Evaluate model

In the evaluation view a user can find model performance KPIs and robust interpretability of your developed ML model to explain modeling results in a human-readable format. Evispot ML platform employs a host of different techniques and methodologies for interpreting and explaining the results of its models. A number of charts are generated automatically including Shapley, Variable importance, Decision Tree Surrogate, Sensitivity analysis and more. The first view you will see is the model results.

Enlarge

We have previously looked into the gini mean (also referred as cross-validation) and gini OOT. As can be seen in the plot they are very similar which means that the model is robust and the likelihood that this model would perform with similar results on live data is high. In this tutorial we will also go through the score distribution and the score based results, particularly the confusion matrix. If you are interested in the other KPIs such as AUC, Kolmogorov-smirnov and more, I recommend you to read more about these in our documentation.

Score based results

All metrics that are shown here are calculated from the confusion matrix which helps to illustrate what kinds of errors a model is making. To create a confusion matrix we need to decide upon a cutoff, the Evispot ML platform will as default choose the maximized f1 score, but the cutoff can be changed by selecting another cutoff. The reason the maximized F1 score is chosen as default is because it is a very good metric to use when your dataset is skewed, meaning that one class has much more observations than the other. In this case, the default rate is ~22% meaning that most loan applicants pay back their loan, hence a skewed dataset and F1 score is the recommended metric to use. However it is possible to change the cutoff score. In this tutorial we will use the default cutoff and if we take a closer look at the provided confusion matrix, we can see that the model predicted:

4476 loan applications were predicted as not defaulting and DID not default
895 loan applications were predicted as not defaulting when in actuality they defaulted
194 loan applications were predicted defaulting when in actuality they DID not default
435 loan applications were predicted defaulting and defaulted in actuality

Enlarge

For this self-paced course we will simplify the calculation of how much money we are missing out in form of interest and how much money we are losing in defaults.

The 194 cases of loan applications that the model predicted default and was rejected, but would have been paid can be translated to a loss in potential income of (194 * average amount * interest).

The 895 cases of loan applications that the model predicted should be granted a credit card because they were predicted to be non-default can be translated to losses of (895 * amount).

If this model were used to determine credit card approvals, the lender would need to consider the 895 misclassified loans that got approved and shouldn’t have. Also 194 loans that were not approved since they were classified as defaulting.

Tips

One way to look at these results is to ask the question: Is missing out on approximately 194 loans that were not approved better than losing about 895 loans that were approved and then defaulted?

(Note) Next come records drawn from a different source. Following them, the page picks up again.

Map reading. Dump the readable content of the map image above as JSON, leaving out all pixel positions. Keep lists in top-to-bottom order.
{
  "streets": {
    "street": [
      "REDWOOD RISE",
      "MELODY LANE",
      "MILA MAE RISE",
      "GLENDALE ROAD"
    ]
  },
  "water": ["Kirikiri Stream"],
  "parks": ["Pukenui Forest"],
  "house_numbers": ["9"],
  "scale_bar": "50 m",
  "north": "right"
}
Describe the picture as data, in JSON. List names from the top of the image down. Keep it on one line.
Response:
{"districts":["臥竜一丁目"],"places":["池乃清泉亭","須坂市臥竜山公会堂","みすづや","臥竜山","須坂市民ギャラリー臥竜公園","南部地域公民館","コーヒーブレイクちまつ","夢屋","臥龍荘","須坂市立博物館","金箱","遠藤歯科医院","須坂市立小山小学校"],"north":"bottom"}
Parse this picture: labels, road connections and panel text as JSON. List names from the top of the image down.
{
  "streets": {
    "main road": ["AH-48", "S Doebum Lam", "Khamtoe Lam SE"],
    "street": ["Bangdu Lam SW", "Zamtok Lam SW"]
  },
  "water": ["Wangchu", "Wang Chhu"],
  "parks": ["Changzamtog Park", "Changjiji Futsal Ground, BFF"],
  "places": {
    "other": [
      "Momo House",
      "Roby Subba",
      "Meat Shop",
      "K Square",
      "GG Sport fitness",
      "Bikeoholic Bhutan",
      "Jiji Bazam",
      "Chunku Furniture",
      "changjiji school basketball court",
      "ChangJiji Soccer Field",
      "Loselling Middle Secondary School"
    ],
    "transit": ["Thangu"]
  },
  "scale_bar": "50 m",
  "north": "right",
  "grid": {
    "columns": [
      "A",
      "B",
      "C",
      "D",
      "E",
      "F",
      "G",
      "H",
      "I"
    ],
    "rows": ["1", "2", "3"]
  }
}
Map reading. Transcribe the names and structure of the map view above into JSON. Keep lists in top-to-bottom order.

There is no definite answer to this question, and the answer depends on the risk strategy a bank is willing to take.

These calculations are very simplified, to make a more detailed profit/loss calculation, we recommend looking into the risk converter which is a tool where you can test and try different interest rates and other costs related to your business to get a more precise estimation of your profit loss calculation.

Score distribution

The score distribution plot shows the density of scores splitted by the target classes (in this case defaulted or non-defaulted). The blue distribution represents the density of the non-defaulted applications while the red represents the defaulted applications. The objective with the plot is to visually illustrate the model’s ability to differentiate between defaulted or non-defaulted applications..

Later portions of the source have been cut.